I remember covering Gov./Sen. Hughes moderating a Democratic presidential candidate forum on farm policy at C.Y. Stephens Auditorium in Ames in early 1984. He used his booming voice to cut off Sen. Gary Hart when he went over the alotted time on an answer. George McGovern, Alan Cranston, Fritz Hollings, Ruben Askew and others were among the candidates. But had a vote been taken as to who carried the day, Mr. Hughes might have won hands down.
A few months later, I covered his speech at a junior college in Clinton after I'd changed jobs. His opening line was, "Hi, I'm Harold Hughes, and I'm an alcoholic." A large portion of the audience responded with a resounding, "HI HAROLD!" It was as though I'd walked into an Alcoholics Anonymous convention -- but of course Hughes was hardly anonymous. He made an instant connection with his audience. With that one line, he signaled to folks he was no better and no worse than anyone else.

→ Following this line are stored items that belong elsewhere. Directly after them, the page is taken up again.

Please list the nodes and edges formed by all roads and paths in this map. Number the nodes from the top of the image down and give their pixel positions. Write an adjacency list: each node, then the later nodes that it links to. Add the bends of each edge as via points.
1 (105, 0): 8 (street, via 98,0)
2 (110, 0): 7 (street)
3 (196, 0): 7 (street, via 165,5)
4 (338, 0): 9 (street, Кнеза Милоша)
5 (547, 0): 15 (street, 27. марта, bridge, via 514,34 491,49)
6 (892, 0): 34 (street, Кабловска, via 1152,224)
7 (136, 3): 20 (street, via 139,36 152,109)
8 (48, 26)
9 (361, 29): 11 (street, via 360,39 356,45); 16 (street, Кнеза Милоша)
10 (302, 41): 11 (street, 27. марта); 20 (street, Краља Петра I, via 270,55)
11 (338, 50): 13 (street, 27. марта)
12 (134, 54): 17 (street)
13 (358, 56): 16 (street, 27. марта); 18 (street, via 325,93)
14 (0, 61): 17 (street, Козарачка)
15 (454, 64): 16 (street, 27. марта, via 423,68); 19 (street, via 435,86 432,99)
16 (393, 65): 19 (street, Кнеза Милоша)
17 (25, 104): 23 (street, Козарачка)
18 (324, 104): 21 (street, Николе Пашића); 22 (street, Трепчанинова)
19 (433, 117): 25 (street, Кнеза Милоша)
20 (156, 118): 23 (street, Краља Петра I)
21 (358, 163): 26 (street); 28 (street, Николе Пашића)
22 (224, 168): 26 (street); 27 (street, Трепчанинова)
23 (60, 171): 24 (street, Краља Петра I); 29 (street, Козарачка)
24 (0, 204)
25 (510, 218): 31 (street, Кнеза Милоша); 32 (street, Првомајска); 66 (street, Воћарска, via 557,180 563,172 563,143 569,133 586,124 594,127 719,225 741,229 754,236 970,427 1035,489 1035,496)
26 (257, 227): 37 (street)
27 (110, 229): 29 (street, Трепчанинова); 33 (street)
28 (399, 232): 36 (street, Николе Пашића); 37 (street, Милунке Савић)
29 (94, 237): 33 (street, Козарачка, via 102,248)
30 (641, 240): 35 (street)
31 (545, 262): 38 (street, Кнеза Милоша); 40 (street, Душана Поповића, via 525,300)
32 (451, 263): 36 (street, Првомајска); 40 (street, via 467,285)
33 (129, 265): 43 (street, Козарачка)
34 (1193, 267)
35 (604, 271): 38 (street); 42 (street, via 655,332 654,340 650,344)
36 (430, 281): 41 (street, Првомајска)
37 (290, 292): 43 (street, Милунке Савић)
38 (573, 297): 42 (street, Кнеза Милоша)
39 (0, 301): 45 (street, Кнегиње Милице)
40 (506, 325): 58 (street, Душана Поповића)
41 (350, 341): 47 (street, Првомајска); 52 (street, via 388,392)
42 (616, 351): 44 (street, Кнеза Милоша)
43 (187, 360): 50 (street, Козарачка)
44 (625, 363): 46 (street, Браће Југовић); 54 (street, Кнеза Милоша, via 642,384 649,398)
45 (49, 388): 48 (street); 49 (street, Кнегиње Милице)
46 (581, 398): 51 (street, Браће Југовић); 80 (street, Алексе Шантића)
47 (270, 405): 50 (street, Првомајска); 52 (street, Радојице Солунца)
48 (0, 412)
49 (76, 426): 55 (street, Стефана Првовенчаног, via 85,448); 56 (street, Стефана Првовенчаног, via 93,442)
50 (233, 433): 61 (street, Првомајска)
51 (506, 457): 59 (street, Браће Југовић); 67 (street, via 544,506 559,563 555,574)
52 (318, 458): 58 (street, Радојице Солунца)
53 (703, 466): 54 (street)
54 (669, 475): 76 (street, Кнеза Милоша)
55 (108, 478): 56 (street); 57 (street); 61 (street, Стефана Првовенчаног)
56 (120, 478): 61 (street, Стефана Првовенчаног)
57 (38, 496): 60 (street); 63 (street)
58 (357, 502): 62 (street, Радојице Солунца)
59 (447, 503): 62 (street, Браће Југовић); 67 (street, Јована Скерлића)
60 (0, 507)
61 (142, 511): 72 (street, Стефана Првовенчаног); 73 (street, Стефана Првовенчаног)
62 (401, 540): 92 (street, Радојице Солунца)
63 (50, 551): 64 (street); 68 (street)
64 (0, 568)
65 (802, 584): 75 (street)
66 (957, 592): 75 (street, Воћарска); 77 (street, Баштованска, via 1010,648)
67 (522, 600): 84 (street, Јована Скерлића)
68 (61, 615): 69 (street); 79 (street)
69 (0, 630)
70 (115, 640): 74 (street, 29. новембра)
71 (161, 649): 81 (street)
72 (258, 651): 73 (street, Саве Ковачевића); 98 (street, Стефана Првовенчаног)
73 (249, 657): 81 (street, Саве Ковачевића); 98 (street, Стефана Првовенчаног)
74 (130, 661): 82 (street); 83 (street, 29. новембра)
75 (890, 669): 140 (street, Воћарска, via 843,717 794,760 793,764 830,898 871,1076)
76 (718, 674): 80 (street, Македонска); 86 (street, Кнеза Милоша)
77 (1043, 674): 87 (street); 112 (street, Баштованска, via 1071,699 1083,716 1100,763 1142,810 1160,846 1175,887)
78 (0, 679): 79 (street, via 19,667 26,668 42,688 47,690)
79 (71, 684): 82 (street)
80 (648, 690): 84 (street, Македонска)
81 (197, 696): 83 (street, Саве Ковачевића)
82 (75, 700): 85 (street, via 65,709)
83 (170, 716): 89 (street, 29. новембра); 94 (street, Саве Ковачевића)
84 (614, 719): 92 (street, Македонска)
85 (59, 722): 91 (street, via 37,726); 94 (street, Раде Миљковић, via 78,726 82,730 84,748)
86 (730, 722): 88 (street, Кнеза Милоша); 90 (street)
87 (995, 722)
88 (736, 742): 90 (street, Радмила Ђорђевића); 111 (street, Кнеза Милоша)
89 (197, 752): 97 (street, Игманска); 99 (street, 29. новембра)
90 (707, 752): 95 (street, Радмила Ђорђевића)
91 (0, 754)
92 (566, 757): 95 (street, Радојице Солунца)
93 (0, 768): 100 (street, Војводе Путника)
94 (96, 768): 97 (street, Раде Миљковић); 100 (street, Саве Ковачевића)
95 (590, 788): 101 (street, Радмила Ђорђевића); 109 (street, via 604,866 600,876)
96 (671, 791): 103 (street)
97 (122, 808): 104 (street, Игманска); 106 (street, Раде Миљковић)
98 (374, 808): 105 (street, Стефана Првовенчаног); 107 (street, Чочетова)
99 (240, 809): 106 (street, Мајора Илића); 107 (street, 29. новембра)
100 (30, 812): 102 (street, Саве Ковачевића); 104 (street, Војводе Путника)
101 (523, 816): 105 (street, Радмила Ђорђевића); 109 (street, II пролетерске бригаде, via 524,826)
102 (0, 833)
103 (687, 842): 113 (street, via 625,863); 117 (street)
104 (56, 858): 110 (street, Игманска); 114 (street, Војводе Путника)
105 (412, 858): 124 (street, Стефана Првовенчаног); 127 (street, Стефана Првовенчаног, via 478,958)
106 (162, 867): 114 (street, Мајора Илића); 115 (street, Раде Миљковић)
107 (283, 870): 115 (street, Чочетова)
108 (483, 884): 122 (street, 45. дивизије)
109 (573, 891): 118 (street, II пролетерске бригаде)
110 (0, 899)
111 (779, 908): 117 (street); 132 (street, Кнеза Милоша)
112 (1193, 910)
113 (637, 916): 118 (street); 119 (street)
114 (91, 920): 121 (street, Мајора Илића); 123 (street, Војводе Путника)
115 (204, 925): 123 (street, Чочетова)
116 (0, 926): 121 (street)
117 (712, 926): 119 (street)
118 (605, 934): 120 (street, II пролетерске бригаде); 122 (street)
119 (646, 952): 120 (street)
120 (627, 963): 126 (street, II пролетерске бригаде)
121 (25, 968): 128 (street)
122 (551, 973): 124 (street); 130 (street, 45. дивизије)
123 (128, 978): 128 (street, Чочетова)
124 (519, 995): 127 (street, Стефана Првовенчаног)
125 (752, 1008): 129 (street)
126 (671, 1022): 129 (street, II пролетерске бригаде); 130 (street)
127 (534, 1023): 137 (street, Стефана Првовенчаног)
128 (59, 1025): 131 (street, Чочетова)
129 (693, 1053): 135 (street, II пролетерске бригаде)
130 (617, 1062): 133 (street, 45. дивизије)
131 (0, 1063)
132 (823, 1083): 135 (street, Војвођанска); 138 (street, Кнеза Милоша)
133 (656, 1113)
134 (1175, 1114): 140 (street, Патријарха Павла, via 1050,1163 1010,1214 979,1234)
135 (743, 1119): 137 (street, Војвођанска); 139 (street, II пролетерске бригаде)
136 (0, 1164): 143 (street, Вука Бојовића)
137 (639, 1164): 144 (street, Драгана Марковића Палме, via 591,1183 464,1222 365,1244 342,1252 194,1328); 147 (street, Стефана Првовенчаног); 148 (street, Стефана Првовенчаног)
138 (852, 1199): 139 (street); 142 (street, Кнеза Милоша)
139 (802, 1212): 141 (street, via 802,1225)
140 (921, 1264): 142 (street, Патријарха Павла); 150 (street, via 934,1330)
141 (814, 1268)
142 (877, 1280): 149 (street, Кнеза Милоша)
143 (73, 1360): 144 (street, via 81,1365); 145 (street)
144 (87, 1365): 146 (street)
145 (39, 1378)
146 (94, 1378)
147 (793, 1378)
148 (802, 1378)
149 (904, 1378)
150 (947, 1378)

At the museum I work at in Waterloo, we did an oral history interview with Lynn Cutler, a former county supervisor who ran twice unsuccessfully for Congress but served on the Democratic National Committee and on President Clinton's White House staff. Ms. Cutler said the two people who inspired her most to get into politics were her late husband Henry and Harold Hughes -- whom she compared to Johnny Cash.
It's a very apt comparison. Mr. Hughes appeared as himself in the movie, "Born Again," based on the autobiography of Watergate figure Charles Colson. Dean Jones played Colson. Not sure anyone else could have played Mr. Hughes, except maybe Johnny Cash, who "walked a line' very similar to our former governor and senator.
We don't have too many people, if any, like Harold Hughes on the poltical landscape in Iowa or anywhere else. But we do have a lot of Harold Hills.
How about Rob Sand, Janet Petersen, Charlotte Hubbell, Sally Petersen, Christy Vilsack, Tom Vilsack, Neil Hamilton, Larry Zimpleman, Alfredo Parrish, or Julie Gammack? I would campaign for any of them!! That list is compiled after a full 5 minutes of thought by someone who is not very much in the know.
Thank you so much for this, Julie! We need to work harder to find another Harold Hughes or Tom Harlingen or Dick Clark. You give me hope.
Thank you, Julie.
“on the way to somewhere else” but he stopped. No Democratic governor had ever stopped there before. It’s a deep red county that dems usually overlook. Little things matter.